Created attachment 22185 [details] An rep lods{b,w,l} test. Sorry, not repz, REP LODS{b,w,l}. Some explanations about needness for theese insns in test source. Thanks!
Fixed (vex r1801). Please verify.
(buggy?) test seems to fail on rep lodsw, though lodsw itself works correctly. -REP lodsw (EAX = 12348765, EFLAGS = ) => DF = 0, count = 3 (EAX = 1234FFFE, EFLAGS = ) -REP lodsw (EAX = 12348765, EFLAGS = ) => DF = 0, count = 2 (EAX = 1234FFFF, EFLAGS = ) +REP lodsw (EAX = 12348765, EFLAGS = ) => DF = 0, count = 3 (EAX = FFFEFFFD, EFLAGS = ) +REP lodsw (EAX = 12348765, EFLAGS = ) => DF = 0, count = 2 (EAX = 00AAFFFF, EFLAGS = ) -REP lodsw (EAX = 12348765, EFLAGS = ) => DF = 1, count = 2 (EAX = 12340001, EFLAGS = ) -REP lodsw (EAX = 12348765, EFLAGS = ) => DF = 1, count = 3 (EAX = 12340002, EFLAGS = ) +REP lodsw (EAX = 12348765, EFLAGS = ) => DF = 1, count = 2 (EAX = 00020001, EFLAGS = ) +REP lodsw (EAX = 12348765, EFLAGS = ) => DF = 1, count = 3 (EAX = FEFD0003, EFLAGS = )
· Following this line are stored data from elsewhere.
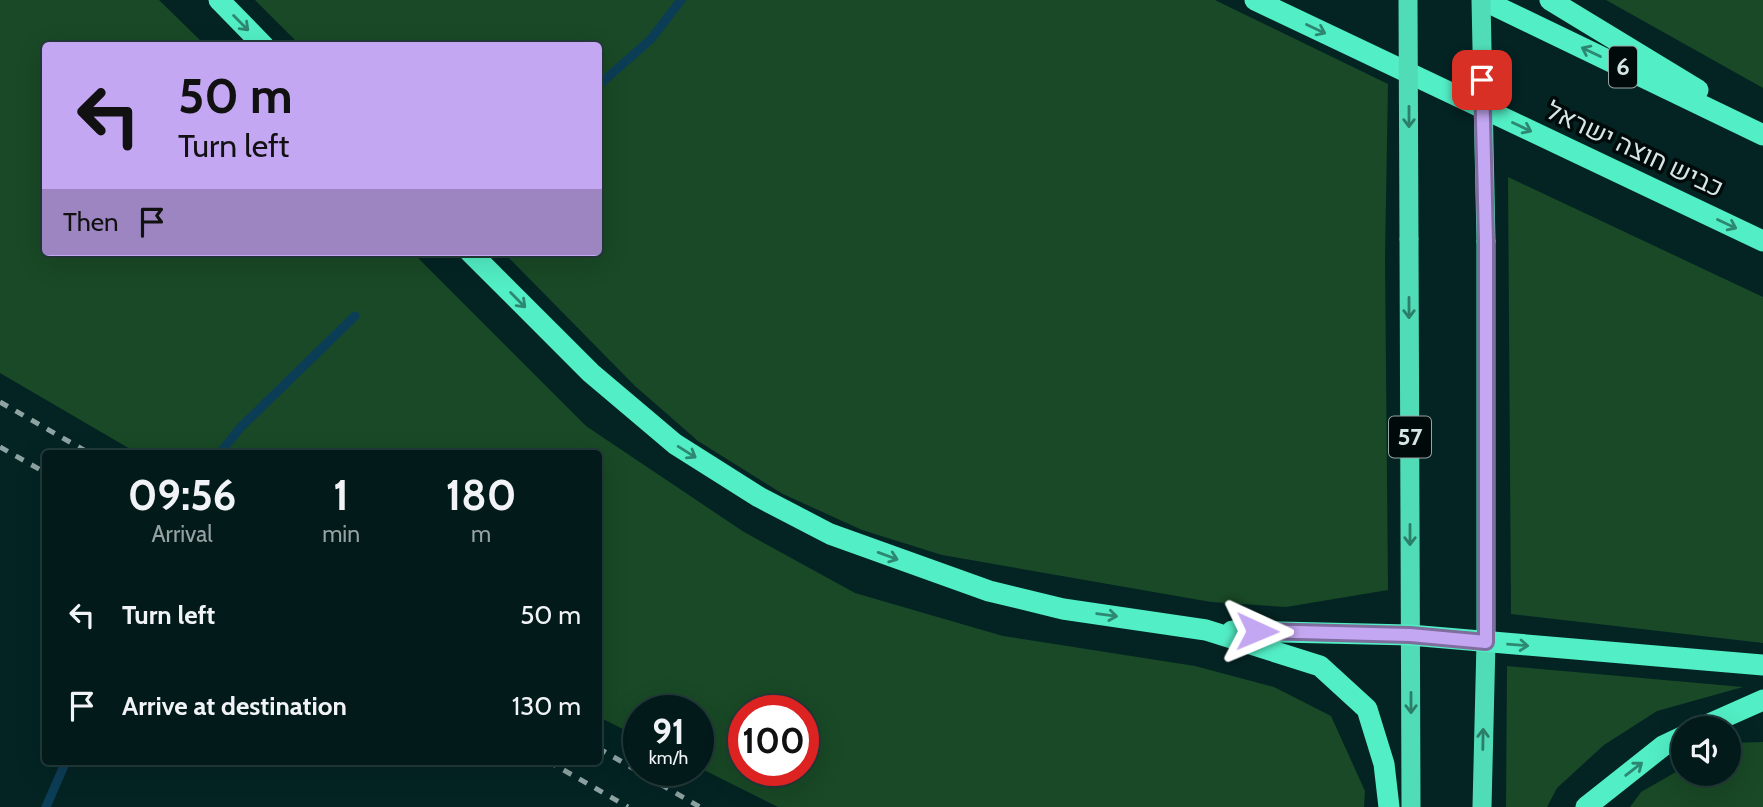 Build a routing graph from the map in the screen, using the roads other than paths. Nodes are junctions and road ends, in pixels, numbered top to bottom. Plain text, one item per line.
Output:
1 (219, 0) edge
2 (1255, 0) edge
3 (1408, 0) edge
4 (1482, 0) edge
5 (1550, 0) edge
6 (260, 42) edge
7 (1763, 132) edge
8 (1763, 241) edge
9 (474, 256) edge
10 (1206, 630) junction
11 (1410, 635) junction
12 (1486, 642) junction
13 (1763, 665) edge
14 (1763, 700) edge
15 (1727, 716) edge
16 (1671, 742) edge
17 (1388, 807) edge
18 (1411, 807) edge
19 (1482, 807) edge
20 (1586, 807) edge

1 -> 6 highway
2 -> 8 highway, כביש חוצה ישראל
3 -> 11 highway, 57, bridge
7 -> 4 highway, 6
4 - 12 highway, bridge
5 - 7 highway
9 -> 10 highway
10 - 11 highway
10 - 17 highway
11 - 12 highway
11 -> 18 highway, 57
12 -> 13 highway
19 -> 12 highway
14 - 15 highway
20 -> 16 highway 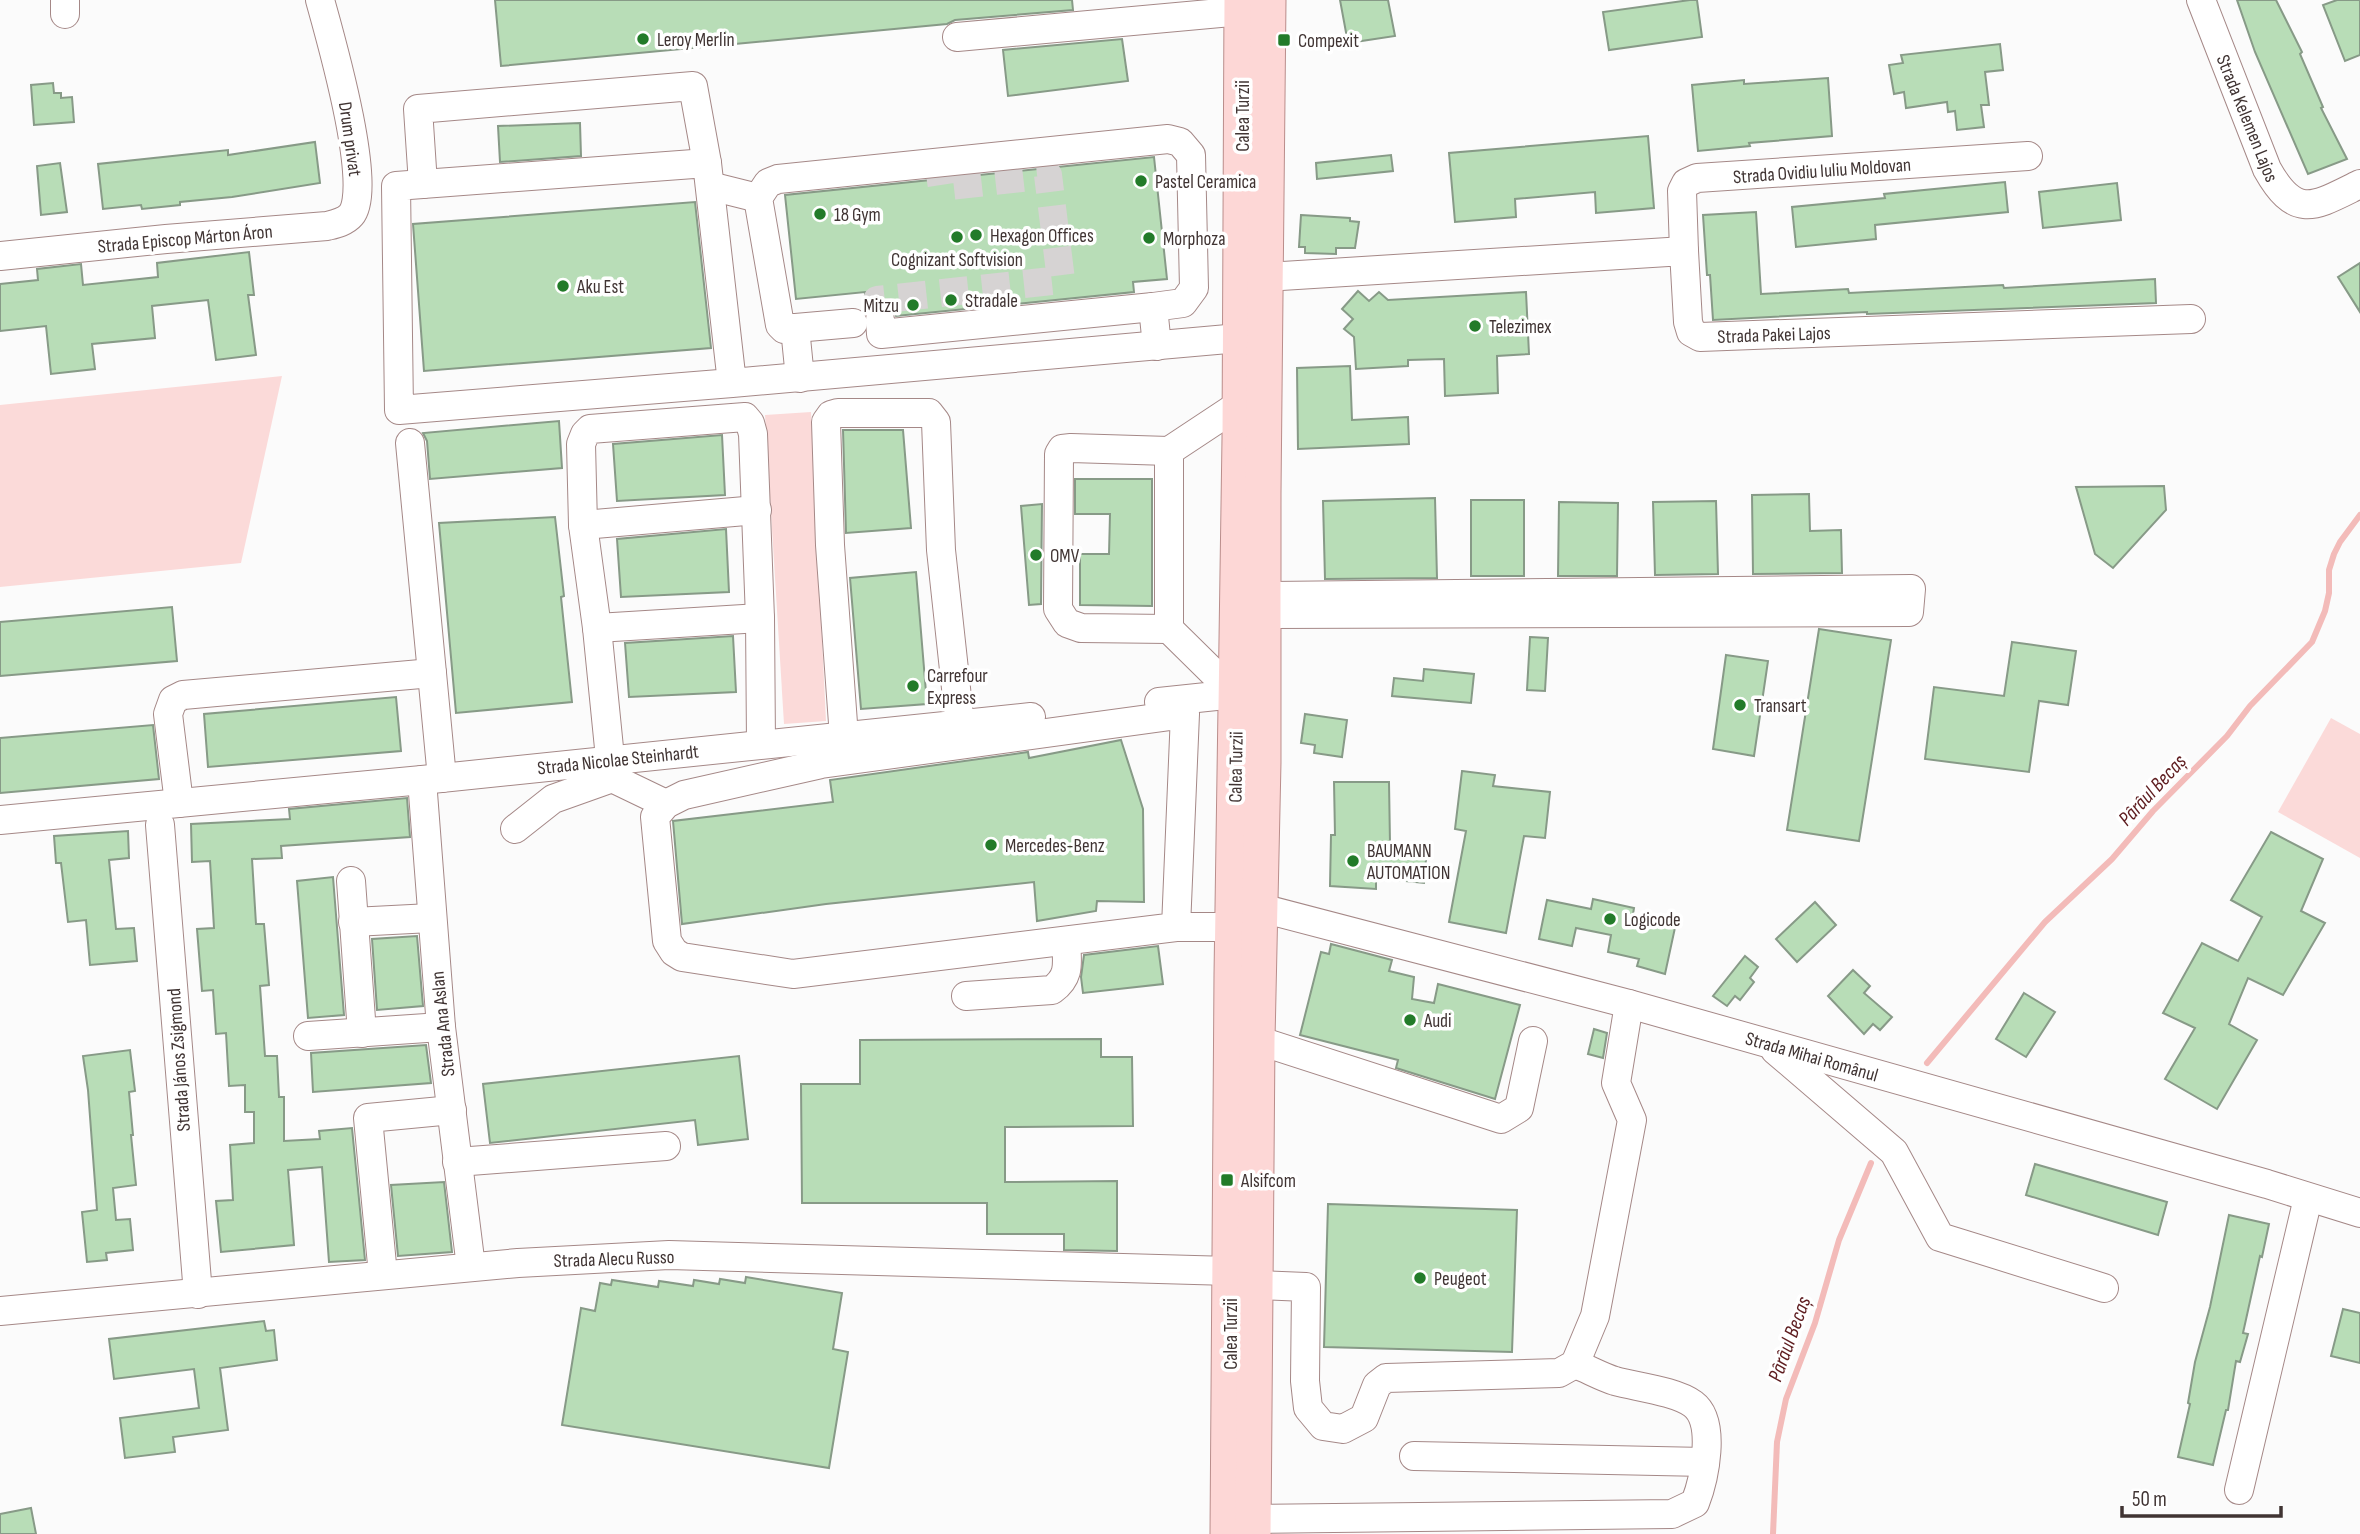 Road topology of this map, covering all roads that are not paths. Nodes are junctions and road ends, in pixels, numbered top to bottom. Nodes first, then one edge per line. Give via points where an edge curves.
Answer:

Valgrind and my Core 2 produce identical results. What CPU are you comparing against? I believe "rep lods" is basically a meaningless (or stupid) instruction. What does it mean? To load %ecx values from %esi into %al/%ax/%eax? I don't really understand. "rep stos" I can understand -- to implement memset etc, but "rep lods" I don't understand. So I believe that because "rep lods" is meaningless, different hardware implements it differently.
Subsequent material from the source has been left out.